Those who read “Typing Weird Stuff” or “How long is a piece of string?” may have noticed that I like exploring the non-ASCII parts of the Unicode assignments.
In order to actually view these characters, it's necessary to have fonts which support the necessary characters. Even on an Apple Mac, the default fonts don't have great coverage. So far, the best font I've found is the shareware “Code2000”, costing $5. [website has been down for a couple of weeks and my attempts to contact the author have failed].

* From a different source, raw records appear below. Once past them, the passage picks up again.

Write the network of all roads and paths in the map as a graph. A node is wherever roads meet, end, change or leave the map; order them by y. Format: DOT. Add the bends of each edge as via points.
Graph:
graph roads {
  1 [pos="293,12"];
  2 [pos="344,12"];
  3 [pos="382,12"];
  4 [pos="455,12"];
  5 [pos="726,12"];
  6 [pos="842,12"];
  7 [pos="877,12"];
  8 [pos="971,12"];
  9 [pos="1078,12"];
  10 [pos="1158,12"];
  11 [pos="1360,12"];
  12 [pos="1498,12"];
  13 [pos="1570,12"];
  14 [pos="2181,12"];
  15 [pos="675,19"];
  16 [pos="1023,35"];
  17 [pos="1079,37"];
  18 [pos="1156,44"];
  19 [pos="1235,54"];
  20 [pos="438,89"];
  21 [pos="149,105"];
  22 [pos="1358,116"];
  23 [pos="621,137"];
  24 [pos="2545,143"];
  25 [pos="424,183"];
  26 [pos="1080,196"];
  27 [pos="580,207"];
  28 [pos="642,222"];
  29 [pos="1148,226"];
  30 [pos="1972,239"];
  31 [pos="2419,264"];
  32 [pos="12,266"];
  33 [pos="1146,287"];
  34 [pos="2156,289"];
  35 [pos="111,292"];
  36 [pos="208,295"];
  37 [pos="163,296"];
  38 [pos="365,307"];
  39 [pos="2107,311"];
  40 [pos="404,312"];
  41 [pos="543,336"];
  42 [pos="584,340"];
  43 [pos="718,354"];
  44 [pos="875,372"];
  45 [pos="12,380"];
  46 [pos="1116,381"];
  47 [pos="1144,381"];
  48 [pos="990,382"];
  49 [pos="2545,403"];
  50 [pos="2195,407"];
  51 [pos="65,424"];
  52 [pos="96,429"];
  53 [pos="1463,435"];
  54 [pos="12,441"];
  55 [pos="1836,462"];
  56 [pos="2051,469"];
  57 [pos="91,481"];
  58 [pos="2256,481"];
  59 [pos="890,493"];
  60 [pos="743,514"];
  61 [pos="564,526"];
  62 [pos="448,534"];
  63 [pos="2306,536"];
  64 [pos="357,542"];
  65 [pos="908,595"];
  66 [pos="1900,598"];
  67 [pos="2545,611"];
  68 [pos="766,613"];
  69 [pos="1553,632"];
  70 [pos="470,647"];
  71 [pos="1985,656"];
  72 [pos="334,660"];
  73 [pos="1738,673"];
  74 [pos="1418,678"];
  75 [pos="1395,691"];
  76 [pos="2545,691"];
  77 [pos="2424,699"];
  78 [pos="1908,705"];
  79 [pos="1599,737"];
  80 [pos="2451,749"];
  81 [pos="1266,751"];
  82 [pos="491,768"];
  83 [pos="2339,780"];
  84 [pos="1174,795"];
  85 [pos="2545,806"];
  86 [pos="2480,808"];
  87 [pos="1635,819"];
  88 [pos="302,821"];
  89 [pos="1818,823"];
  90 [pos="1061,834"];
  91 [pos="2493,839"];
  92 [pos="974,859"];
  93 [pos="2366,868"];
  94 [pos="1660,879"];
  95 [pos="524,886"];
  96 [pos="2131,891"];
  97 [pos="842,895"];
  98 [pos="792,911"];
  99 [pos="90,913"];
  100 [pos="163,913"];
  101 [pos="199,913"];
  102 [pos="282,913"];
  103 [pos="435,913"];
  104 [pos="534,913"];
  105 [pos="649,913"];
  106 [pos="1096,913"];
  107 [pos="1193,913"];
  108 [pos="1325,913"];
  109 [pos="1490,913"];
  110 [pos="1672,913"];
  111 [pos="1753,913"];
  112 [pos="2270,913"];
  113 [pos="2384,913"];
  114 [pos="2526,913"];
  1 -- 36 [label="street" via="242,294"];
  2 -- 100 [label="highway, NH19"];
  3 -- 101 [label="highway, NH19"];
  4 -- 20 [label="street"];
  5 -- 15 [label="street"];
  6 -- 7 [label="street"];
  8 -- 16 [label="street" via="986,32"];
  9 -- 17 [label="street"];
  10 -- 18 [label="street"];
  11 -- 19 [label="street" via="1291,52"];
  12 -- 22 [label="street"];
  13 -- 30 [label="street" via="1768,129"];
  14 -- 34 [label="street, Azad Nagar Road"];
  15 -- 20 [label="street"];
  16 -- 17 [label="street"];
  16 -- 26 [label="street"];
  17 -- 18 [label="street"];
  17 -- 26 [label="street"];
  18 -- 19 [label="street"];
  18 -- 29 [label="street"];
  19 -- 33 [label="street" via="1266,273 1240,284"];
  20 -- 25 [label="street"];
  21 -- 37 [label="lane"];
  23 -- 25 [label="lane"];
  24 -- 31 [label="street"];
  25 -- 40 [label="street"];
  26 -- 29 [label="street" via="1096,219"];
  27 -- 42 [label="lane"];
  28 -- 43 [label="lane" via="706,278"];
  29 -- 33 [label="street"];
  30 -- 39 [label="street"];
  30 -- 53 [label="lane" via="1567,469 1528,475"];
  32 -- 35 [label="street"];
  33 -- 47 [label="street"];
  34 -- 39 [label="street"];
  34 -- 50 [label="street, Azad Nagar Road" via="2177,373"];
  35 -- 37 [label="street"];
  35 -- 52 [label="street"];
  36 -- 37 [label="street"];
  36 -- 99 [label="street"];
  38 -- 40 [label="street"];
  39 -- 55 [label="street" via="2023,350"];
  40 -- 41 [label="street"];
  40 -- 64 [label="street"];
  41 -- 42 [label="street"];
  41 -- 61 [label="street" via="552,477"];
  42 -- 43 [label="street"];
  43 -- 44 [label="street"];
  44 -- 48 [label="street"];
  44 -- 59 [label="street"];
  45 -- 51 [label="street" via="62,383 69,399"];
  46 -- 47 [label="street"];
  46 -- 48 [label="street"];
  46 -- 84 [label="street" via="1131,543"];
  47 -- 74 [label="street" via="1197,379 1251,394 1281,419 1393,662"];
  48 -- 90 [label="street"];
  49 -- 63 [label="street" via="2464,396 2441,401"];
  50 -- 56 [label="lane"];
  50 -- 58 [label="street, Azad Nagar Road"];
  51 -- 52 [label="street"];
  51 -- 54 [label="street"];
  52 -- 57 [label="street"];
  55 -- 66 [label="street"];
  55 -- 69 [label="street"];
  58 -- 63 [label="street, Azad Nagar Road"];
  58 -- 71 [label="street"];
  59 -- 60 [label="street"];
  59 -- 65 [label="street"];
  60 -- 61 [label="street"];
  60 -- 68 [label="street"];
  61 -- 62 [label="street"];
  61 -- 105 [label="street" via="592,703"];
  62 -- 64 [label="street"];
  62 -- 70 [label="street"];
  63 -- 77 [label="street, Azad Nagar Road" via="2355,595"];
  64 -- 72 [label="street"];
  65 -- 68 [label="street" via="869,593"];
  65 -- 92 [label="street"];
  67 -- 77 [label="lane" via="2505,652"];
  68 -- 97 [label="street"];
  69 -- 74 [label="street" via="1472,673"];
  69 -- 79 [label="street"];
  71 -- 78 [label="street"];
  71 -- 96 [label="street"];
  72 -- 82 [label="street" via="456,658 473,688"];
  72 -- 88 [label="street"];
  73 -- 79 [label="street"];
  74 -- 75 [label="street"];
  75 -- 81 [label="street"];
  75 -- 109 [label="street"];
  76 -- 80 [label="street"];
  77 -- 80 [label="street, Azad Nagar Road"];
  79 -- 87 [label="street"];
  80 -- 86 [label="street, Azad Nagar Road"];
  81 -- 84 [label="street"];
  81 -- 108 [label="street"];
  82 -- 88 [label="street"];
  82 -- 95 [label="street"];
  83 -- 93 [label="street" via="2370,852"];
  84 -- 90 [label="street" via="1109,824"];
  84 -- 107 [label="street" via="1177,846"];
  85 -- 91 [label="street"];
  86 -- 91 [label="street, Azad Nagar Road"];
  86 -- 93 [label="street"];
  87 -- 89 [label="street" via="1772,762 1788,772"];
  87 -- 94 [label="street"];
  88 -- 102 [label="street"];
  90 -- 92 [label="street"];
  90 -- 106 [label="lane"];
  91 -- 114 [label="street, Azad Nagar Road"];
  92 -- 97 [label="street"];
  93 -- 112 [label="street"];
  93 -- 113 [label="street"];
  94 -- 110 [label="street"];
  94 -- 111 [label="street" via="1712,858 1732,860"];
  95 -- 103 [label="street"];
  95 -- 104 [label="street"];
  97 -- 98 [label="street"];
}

The next problem is getting an overview of the font contents; Apple's Font Book does a rather poor job of this: it takes forever to start (if you have many fonts), it gets confused over how much space a character takes (needing nudges to workaround flaws, resizing to convince the software to update its idea of what it's showing are what I expect of other OSes, not MacOS). But Google have released an update to the Google Docs Viewer, so you can use this get a pretty PDF with the contents of a font. Sometimes even I like shiny baubles!
The easiest approach is probably to send mail to yourself, attaching the .ttf file. Then click to View the attachment, which will generate a PDF for you to view, then you can save the PDF. Voilà, summary information, a quick sample and then the code blocks, presented with the codepoints in hex. View in Preview and you can search for "arrows" to see the various areas where arrows are.
In the case of Code2000, this is a 249 page PDF.